Propaganda came to mind during a meeting I attended where well-heeled teenage girls sporting "AOC for Congress" t-shirts preached to the captive audience about how the government should pay for college tuition, books, and housing for everyone, while extolling the virtues of socialism. Had their parents heeded Vladimir Lenin's "Give me four years to teach the children and the seed I have sown will never be uprooted"? Then some adults with vapid smiles admonished us that we should believe the young ladies, not because they provided statistics or pros and cons of the value of college for everyone, but because they are young and our future. This brings out one propaganda tool: it is for the children.

Why would we willingly give up any of our freedoms and turn over our pocketbooks to the government because some nouveau socialists fed us propaganda?--because it works.
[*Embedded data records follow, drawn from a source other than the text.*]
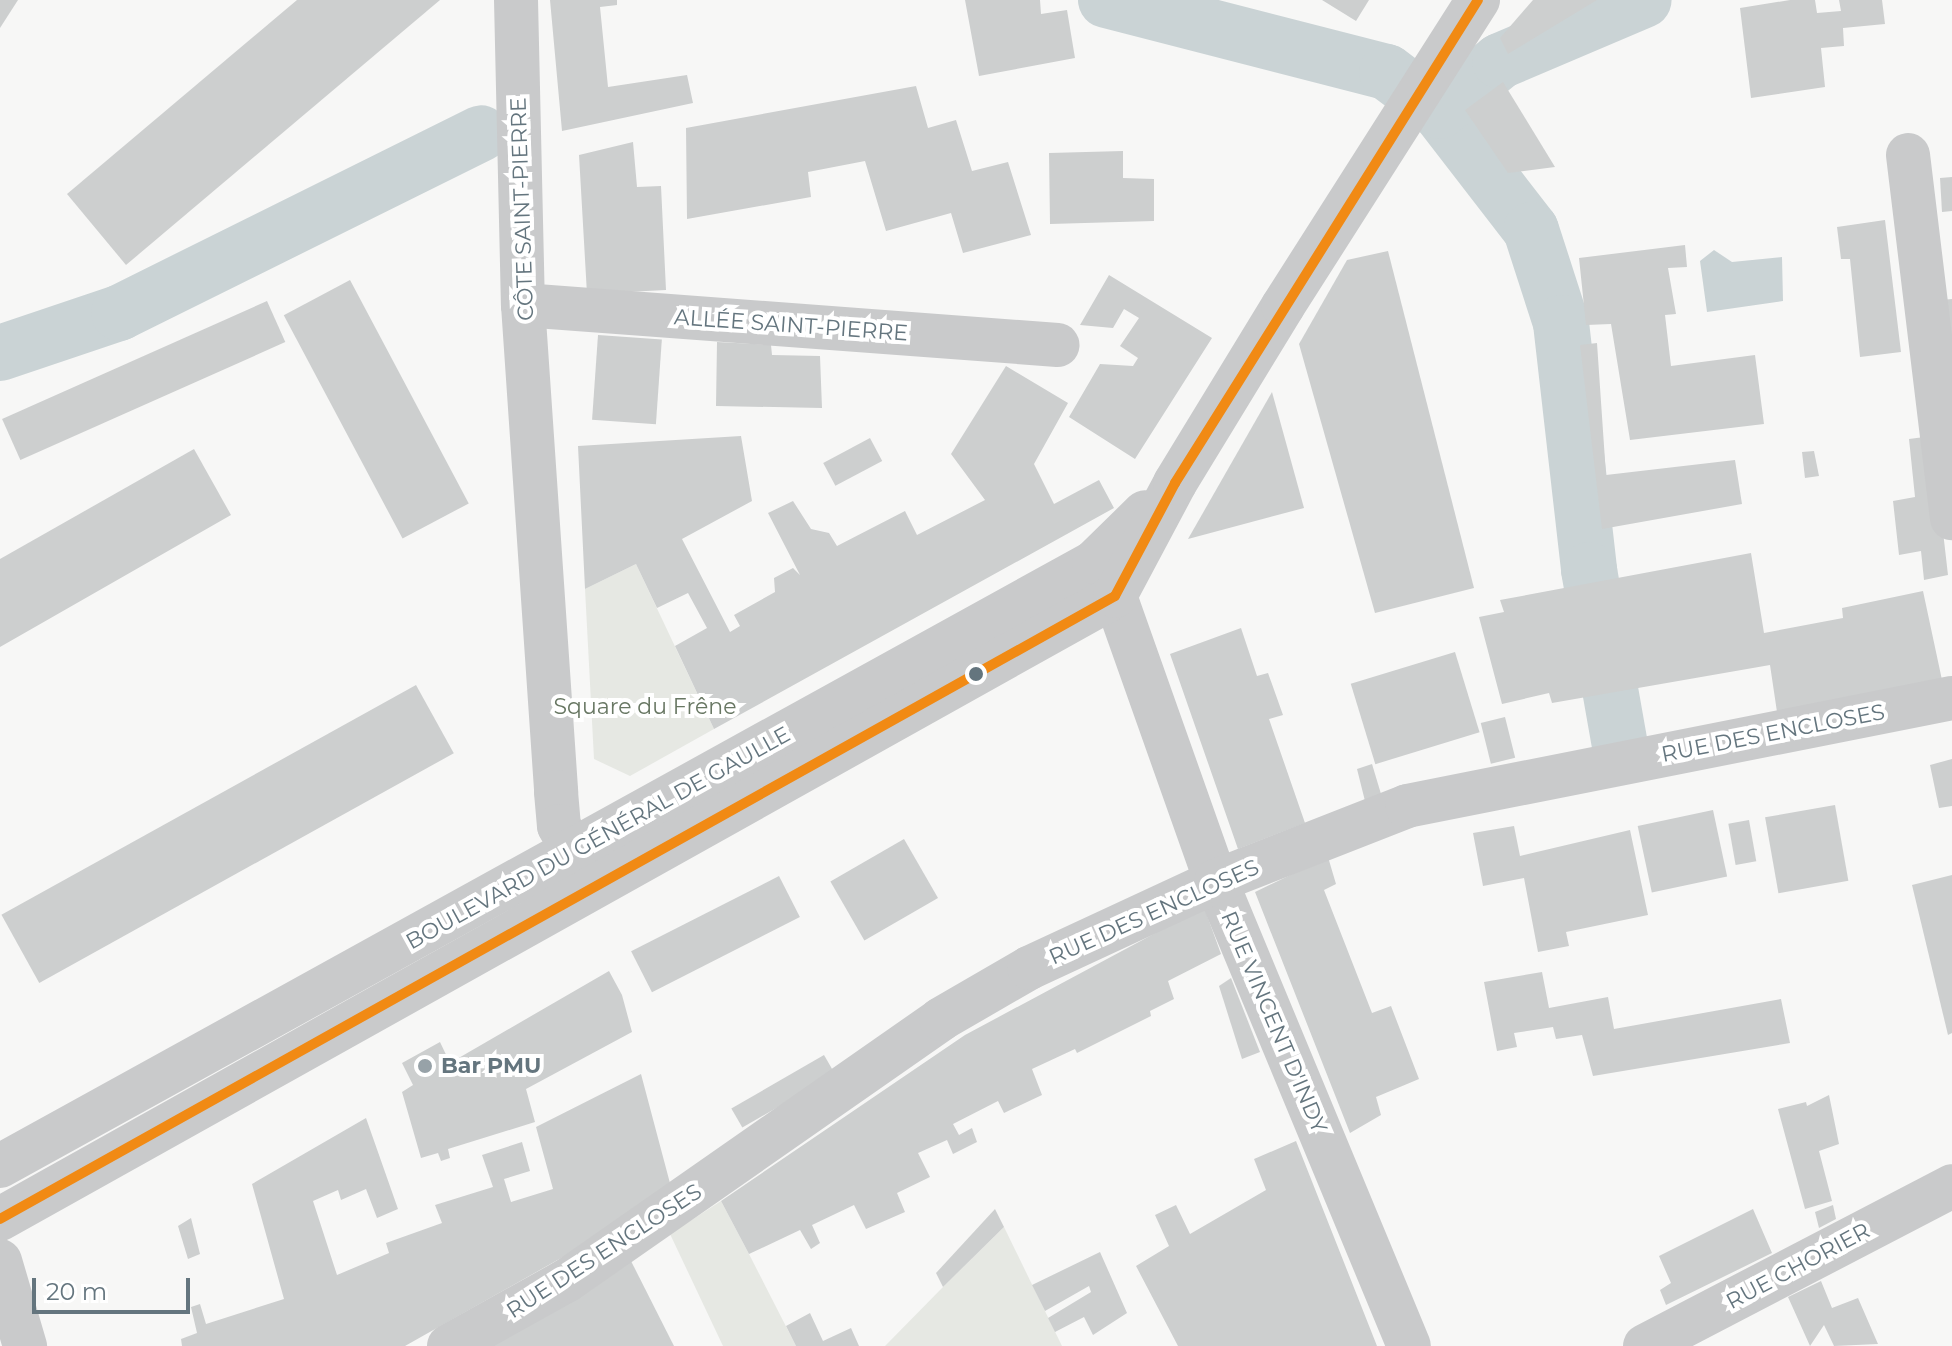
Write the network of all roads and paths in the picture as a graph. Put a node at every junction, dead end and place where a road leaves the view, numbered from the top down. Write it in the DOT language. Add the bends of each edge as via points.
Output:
graph roads {
  1 [pos="516,0"];
  2 [pos="1478,0"];
  3 [pos="1908,155"];
  4 [pos="523,305"];
  5 [pos="1058,345"];
  6 [pos="1952,518"];
  7 [pos="1104,579"];
  8 [pos="1952,698"];
  9 [pos="583,870"];
  10 [pos="1216,881"];
  11 [pos="0,1166"];
  12 [pos="1952,1186"];
  13 [pos="0,1219"];
  14 [pos="0,1261"];
  15 [pos="25,1346"];
  16 [pos="449,1346"];
  17 [pos="1409,1346"];
  18 [pos="1645,1346"];
  1 -- 4 [label="street, CÔTE SAINT-PIERRE"];
  2 -- 7 [label="street, BOULEVARD DU GÉNÉRAL DE GAULLE" via="1175,483"];
  3 -- 6 [label="street"];
  4 -- 5 [label="street, ALLÉE SAINT-PIERRE"];
  4 -- 9 [label="street, CÔTE SAINT-PIERRE" via="559,826"];
  7 -- 9 [label="street, BOULEVARD DU GÉNÉRAL DE GAULLE"];
  7 -- 10 [label="street, RUE VINCENT D'INDY"];
  8 -- 10 [label="street, RUE DES ENCLOSES" via="1407,806"];
  9 -- 11 [label="street, BOULEVARD DU GÉNÉRAL DE GAULLE"];
  9 -- 13 [label="street, BOULEVARD DU GÉNÉRAL DE GAULLE"];
  10 -- 16 [label="street, RUE DES ENCLOSES" via="1029,968 941,1019 566,1281"];
  10 -- 17 [label="street, RUE VINCENT D'INDY"];
  12 -- 18 [label="street, RUE CHORIER"];
  14 -- 15 [label="street"];
}
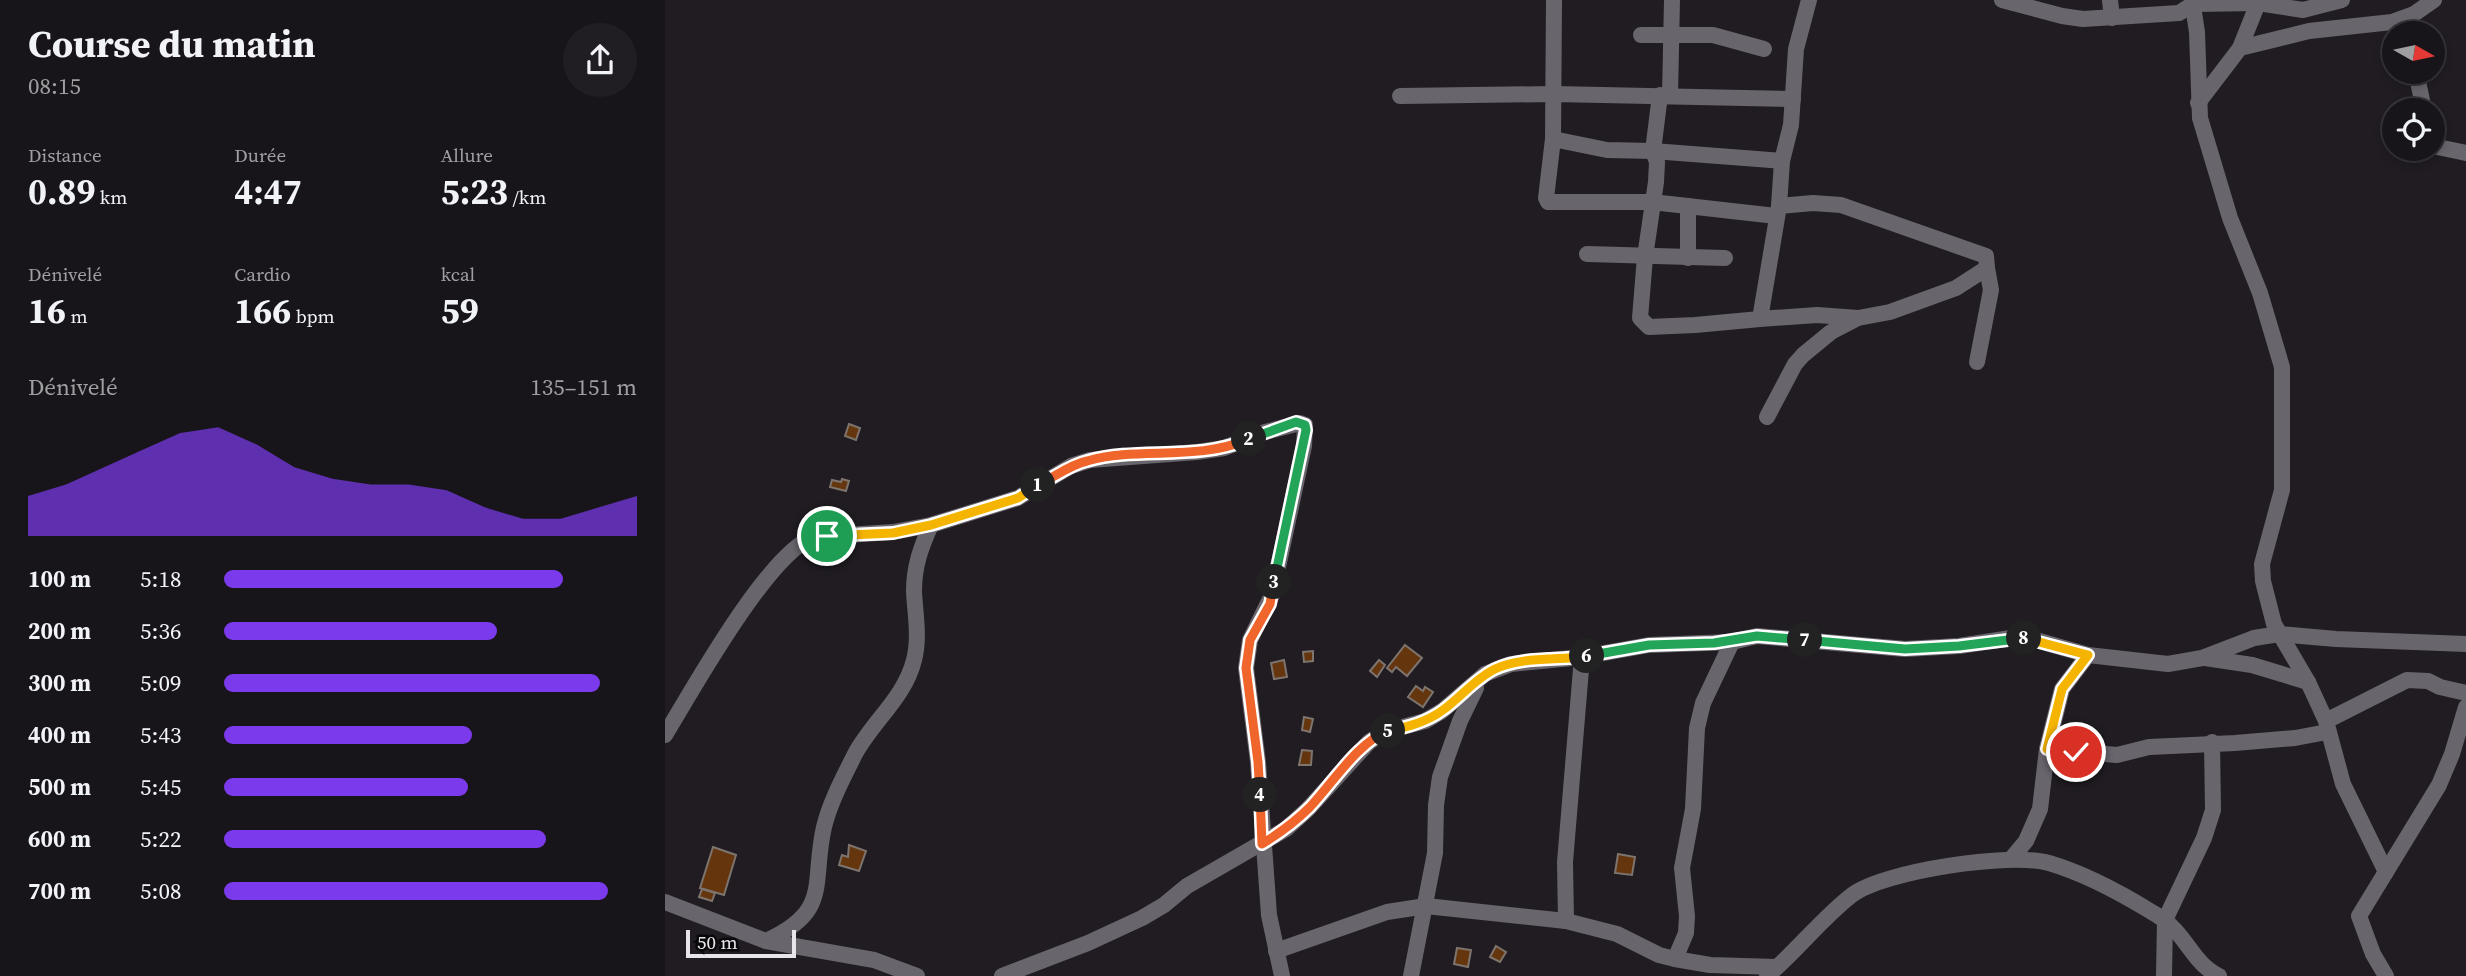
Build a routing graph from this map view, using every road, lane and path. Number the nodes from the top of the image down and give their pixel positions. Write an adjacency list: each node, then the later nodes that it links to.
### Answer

Look at the Social Security Act. No one would turn down the promise of financial security in old age or, as Pres. Franklin Roosevelt said, a safeguard "against the hazards and vicissitudes of life." I question if people think it is a good deal to pay more than 15% of your paycheck (that includes the employer's "contribution" and Medicare tax) to the government, thus taking your future savings out of your control. If you die young, you get nothing; your savings go, not to your children, but into the government's black hole.

Patients and physicians alike have been sucked in by false statements in the past. In promoting the Patient Protection and Affordable Care Act, Pres. Barack Obama, on multiple occasions, assured us, "If you like your doctor, you can keep your doctor; if you like your health plan, you can keep your health plan." ObamaCare likely would not have gotten traction if he had said, "We don't know what the insurers will do after PPACA is passed, so good luck."

Electronic health records were part of the bumpy road to ObamaCare. The President promised that EHRs would "cut red tape, prevent medical mistakes, and help save billions of dollars each year." The unwary believed the puffery versus the facts. The promise:

EHRs are efficient. The reality...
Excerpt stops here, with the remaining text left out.